LOI DE FINANCES 2008 JUSTICE INTERVENTION D'ALAIN VIDALIES

Publié le par Patrick LEBORGNE

LOI DE FINANCES POUR 2008
JUSTICE
Jeudi 15 novembre 2007
Intervention d'Alain Vidalies
 
 
Madame la ministre, votre réforme de la carte judiciaire entraîne un mouvement de protestation sans précédent qui mobilise tous les acteurs du monde judiciaire, les usagers et les élus. Les critiques portent à la fois sur la méthode et sur le fond.

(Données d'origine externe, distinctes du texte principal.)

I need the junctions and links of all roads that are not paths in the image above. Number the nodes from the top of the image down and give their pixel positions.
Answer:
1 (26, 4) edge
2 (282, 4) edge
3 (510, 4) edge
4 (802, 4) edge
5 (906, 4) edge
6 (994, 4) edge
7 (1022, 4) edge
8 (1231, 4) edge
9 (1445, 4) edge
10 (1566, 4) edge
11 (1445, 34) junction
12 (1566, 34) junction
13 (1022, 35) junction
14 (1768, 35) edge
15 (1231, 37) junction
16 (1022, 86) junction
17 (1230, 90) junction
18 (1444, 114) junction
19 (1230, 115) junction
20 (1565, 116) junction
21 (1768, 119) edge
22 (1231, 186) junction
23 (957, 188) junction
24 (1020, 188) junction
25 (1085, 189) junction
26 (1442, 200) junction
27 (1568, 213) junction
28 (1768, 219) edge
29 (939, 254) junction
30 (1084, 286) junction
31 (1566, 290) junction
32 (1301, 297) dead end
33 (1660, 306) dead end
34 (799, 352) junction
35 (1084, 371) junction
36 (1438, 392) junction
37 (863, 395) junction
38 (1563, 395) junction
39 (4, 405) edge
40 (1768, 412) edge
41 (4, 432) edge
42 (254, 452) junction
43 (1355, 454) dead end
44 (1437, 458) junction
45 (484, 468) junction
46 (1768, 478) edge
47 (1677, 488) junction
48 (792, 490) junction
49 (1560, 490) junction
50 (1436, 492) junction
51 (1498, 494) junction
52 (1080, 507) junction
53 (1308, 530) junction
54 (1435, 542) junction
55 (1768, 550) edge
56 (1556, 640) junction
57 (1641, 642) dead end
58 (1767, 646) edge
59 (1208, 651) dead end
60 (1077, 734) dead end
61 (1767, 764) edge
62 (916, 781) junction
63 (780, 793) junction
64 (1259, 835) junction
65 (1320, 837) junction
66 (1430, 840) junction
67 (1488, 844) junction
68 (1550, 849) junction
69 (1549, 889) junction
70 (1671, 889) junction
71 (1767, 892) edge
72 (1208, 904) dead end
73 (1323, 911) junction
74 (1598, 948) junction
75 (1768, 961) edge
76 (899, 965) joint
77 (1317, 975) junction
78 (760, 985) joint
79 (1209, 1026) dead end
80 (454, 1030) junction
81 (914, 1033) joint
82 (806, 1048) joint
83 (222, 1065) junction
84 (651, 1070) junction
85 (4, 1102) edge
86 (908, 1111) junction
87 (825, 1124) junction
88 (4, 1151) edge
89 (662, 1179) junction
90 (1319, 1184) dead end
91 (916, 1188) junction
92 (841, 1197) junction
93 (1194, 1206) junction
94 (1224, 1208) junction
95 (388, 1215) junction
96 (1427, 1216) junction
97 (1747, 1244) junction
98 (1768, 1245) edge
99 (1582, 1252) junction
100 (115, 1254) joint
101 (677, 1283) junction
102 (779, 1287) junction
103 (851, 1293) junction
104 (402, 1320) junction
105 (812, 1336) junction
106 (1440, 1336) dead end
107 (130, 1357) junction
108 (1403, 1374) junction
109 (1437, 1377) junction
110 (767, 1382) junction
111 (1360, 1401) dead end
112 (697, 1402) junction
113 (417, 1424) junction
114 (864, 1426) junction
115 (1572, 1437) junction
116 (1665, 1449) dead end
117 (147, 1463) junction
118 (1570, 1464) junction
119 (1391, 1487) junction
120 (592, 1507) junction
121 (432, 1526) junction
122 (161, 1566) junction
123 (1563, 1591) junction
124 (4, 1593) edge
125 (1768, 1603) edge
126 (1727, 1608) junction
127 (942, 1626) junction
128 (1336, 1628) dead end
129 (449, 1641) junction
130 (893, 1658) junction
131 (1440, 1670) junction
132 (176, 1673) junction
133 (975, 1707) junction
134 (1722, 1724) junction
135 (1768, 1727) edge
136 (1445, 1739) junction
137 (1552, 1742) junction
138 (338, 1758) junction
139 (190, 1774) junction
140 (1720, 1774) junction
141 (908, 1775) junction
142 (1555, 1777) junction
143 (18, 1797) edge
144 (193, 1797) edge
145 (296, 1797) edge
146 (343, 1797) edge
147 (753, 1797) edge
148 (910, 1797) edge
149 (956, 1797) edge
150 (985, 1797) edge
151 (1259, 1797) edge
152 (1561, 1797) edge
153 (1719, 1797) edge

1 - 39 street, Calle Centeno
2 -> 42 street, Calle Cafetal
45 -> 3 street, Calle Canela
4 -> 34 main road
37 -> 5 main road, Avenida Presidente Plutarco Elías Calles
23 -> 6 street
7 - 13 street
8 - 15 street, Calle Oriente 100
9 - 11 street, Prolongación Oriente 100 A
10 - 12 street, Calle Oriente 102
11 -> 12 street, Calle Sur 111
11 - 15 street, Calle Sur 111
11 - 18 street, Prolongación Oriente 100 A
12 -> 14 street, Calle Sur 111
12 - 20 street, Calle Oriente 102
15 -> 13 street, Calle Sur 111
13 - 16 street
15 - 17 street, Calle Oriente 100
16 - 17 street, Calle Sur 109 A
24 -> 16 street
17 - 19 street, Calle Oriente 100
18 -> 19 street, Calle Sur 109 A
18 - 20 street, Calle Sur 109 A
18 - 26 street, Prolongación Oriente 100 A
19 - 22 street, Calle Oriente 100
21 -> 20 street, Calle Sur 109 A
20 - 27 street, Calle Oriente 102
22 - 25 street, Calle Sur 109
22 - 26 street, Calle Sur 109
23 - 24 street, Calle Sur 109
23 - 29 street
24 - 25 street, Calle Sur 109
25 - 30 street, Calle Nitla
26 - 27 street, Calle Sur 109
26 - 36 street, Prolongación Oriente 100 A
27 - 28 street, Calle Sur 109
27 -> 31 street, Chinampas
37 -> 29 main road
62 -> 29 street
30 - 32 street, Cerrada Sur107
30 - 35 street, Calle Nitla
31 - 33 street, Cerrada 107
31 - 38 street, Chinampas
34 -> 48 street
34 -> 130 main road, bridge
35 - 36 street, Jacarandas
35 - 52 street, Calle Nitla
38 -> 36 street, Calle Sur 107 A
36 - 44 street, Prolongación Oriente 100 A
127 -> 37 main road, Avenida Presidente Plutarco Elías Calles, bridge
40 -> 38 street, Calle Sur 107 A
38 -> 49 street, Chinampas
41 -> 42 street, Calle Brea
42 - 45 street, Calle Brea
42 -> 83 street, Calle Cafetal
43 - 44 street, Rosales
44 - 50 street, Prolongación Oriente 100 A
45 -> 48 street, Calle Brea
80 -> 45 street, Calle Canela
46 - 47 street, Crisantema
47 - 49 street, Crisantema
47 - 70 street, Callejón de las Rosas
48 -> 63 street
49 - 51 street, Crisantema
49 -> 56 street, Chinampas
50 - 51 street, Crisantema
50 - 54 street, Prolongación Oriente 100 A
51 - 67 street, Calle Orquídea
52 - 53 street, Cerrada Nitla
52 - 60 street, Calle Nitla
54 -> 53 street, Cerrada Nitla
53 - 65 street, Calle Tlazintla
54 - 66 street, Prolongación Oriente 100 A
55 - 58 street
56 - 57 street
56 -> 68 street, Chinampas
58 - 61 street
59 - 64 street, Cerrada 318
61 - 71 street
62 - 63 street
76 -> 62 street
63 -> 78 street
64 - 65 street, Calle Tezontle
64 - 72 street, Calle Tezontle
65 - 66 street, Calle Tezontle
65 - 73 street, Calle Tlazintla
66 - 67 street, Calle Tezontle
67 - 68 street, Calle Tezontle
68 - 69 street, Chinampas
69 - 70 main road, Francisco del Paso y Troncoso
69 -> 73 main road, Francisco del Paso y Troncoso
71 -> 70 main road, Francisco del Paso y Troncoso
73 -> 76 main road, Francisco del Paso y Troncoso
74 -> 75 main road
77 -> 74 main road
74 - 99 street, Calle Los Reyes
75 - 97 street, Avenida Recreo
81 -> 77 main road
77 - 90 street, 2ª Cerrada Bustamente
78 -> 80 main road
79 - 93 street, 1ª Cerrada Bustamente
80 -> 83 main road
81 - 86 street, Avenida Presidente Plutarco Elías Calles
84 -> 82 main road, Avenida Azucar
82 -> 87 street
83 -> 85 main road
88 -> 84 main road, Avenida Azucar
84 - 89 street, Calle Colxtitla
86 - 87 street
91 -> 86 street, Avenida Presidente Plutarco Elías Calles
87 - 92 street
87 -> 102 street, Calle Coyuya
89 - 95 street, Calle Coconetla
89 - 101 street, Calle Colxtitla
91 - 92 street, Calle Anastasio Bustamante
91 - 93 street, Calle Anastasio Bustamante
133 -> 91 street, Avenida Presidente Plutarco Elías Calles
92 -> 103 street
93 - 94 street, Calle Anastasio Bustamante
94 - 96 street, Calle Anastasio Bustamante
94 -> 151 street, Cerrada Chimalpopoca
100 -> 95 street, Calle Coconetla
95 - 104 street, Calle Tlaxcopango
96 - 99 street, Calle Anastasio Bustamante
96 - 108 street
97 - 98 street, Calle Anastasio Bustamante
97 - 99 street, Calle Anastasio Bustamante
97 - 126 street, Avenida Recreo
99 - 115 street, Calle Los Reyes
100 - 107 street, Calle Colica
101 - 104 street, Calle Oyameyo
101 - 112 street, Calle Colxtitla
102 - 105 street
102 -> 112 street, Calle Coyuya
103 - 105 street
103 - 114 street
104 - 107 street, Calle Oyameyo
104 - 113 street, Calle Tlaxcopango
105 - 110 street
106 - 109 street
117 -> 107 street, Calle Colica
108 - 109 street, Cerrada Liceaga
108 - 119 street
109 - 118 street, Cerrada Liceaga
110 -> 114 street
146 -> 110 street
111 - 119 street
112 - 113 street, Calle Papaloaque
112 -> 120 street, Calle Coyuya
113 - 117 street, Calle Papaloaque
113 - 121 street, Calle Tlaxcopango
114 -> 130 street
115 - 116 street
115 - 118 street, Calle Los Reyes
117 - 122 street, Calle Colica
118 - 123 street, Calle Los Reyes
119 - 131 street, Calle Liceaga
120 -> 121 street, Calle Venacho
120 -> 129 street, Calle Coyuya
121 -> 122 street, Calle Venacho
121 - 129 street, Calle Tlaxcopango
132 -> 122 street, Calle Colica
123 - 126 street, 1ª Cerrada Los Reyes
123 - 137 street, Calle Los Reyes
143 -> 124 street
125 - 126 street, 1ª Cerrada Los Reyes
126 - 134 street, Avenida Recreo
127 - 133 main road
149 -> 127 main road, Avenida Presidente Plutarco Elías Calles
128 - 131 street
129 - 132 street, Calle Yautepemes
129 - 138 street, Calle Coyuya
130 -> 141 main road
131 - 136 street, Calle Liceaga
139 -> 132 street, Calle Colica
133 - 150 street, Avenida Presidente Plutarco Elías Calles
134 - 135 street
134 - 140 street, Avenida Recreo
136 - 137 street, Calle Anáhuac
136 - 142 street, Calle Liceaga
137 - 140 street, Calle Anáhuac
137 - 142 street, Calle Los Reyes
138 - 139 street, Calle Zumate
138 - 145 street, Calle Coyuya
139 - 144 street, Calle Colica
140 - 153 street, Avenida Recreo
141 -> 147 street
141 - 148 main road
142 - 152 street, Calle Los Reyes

Il est extravagant que cette réforme brutale n'ait pas fait l'objet du moindre débat devant le Parlement. Vous auriez dû détailler devant la représentation nationale vos objectifs, les critères retenus et les moyens nécessaires. Nous sommes dès lors contraints d'engager ce débat de fond aujourd'hui, au détriment de la discussion budgétaire. Car la réforme est menée au pas de charge, sans égard pour les opinions divergentes. Or, ce n'est pas forcément avoir raison que de mobiliser tout le monde contre soi. Vous n'avez même pas respecté la méthodologie que vous aviez vous-même annoncée, et les représentants des magistrats et des avocats ont quitté votre pseudo-comité consultatif. Vous évoquez souvent les conclusions de la commission d'enquête sur l'affaire d'Outreau pour vous justifier : certes, nous sommes favorables à la notion de pôle de l'instruction, mais vous savez parfaitement qu'il n'existe aucun lien entre la fermeture massive de tribunaux d'instance ou de grande instance et la collégialité de l'instruction, qui ne concerne qu’un faible pourcentage des affaires pénales et en rien les juridictions civiles !
Vous prétendez mettre en œuvre un projet qui était en attente depuis longtemps. C’est jouer sur les mots. Certes, la réforme de la carte judiciaire est nécessaire, mais il faut d’abord savoir à quoi elle doit servir ! Las, vous vous limitez à une approche comptable sans jamais, depuis six mois, prendre de position sur le fond – sur le rôle de la justice, l’accès au droit ou au juge –, en fermant d’autorité 200 tribunaux d’instance. S’agit-il donc de juridictions qui fonctionnent mal, dont nos concitoyens se plaignent ? Justement pas !
La majorité, après avoir vanté pendant cinq ans les mérites du juge de proximité, fait exactement le contraire !
La question principale est celle de l'accès au juge. Les tribunaux d’instance s’occupent des difficultés de la vie quotidienne : des rapports entre les bailleurs et les locataires, du surendettement, du droit de la consommation, du suivi des incapables majeurs… Vous affichez, Madame la ministre, l’attention que vous portez aux victimes, mais c’est devant le juge d’instance que se trouvent celles du quotidien. Et vous ignorez complètement les contraintes que fera peser sur elles l’obligation d’un long déplacement, alors que le simple bon sens devait en faire un critère déterminant. Quand il n'existe aucun transport en commun, l'éloignement du tribunal d'instance est un obstacle évident à l'accès au juge.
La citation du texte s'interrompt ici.